Task
Go through the entries below and copy each line containing the word "covering".

Records for this exercise
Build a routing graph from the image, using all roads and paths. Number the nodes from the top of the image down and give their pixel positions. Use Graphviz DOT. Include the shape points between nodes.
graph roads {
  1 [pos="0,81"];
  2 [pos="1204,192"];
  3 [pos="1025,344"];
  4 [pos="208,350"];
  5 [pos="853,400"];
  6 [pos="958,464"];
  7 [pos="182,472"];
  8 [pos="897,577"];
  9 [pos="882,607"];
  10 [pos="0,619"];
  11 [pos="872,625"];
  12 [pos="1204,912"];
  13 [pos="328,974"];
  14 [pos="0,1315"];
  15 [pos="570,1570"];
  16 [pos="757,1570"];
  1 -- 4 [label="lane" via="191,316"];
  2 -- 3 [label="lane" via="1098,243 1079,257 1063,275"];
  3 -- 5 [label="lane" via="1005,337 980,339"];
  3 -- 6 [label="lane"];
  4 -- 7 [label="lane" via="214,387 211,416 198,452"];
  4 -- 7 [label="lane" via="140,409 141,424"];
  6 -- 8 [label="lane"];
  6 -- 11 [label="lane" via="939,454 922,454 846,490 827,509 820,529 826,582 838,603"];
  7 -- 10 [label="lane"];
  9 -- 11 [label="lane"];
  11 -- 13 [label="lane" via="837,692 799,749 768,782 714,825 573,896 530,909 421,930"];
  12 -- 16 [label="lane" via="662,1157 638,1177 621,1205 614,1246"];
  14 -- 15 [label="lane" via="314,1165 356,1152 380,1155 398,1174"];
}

==

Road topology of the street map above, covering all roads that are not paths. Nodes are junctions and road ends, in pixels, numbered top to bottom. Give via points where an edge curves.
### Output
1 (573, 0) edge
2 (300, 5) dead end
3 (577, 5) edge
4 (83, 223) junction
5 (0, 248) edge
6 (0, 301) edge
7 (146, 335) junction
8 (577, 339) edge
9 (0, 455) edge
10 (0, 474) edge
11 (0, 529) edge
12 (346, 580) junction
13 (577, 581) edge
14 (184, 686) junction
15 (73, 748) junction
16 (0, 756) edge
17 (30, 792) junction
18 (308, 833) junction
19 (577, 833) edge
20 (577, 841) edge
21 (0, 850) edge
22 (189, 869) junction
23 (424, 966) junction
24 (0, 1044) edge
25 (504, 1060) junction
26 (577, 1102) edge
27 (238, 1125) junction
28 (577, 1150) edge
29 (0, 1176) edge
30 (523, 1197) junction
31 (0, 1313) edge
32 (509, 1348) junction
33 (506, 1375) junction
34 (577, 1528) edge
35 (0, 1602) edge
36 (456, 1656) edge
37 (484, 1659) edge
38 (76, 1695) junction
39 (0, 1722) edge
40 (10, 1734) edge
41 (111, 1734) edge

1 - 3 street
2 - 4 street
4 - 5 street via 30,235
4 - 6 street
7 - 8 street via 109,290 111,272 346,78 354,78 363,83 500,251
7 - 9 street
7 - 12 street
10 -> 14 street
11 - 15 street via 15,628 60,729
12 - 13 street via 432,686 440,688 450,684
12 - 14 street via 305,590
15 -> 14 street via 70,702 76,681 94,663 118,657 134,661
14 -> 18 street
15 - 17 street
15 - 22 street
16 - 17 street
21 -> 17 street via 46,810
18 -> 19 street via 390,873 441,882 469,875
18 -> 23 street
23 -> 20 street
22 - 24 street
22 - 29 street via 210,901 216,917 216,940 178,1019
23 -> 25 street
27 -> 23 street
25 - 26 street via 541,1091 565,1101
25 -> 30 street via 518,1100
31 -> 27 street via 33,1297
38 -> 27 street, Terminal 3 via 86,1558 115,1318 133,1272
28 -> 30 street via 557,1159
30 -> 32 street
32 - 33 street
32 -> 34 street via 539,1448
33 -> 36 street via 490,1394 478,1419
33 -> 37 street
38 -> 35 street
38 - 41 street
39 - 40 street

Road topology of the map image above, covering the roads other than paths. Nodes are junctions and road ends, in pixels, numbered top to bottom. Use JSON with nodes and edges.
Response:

Solution
Road topology of the street map above, covering all roads that are not paths. Nodes are junctions and road ends, in pixels, numbered top to bottom. Give via points where an edge curves.
Road topology of the map image above, covering the roads other than paths. Nodes are junctions and road ends, in pixels, numbered top to bottom. Use JSON with nodes and edges.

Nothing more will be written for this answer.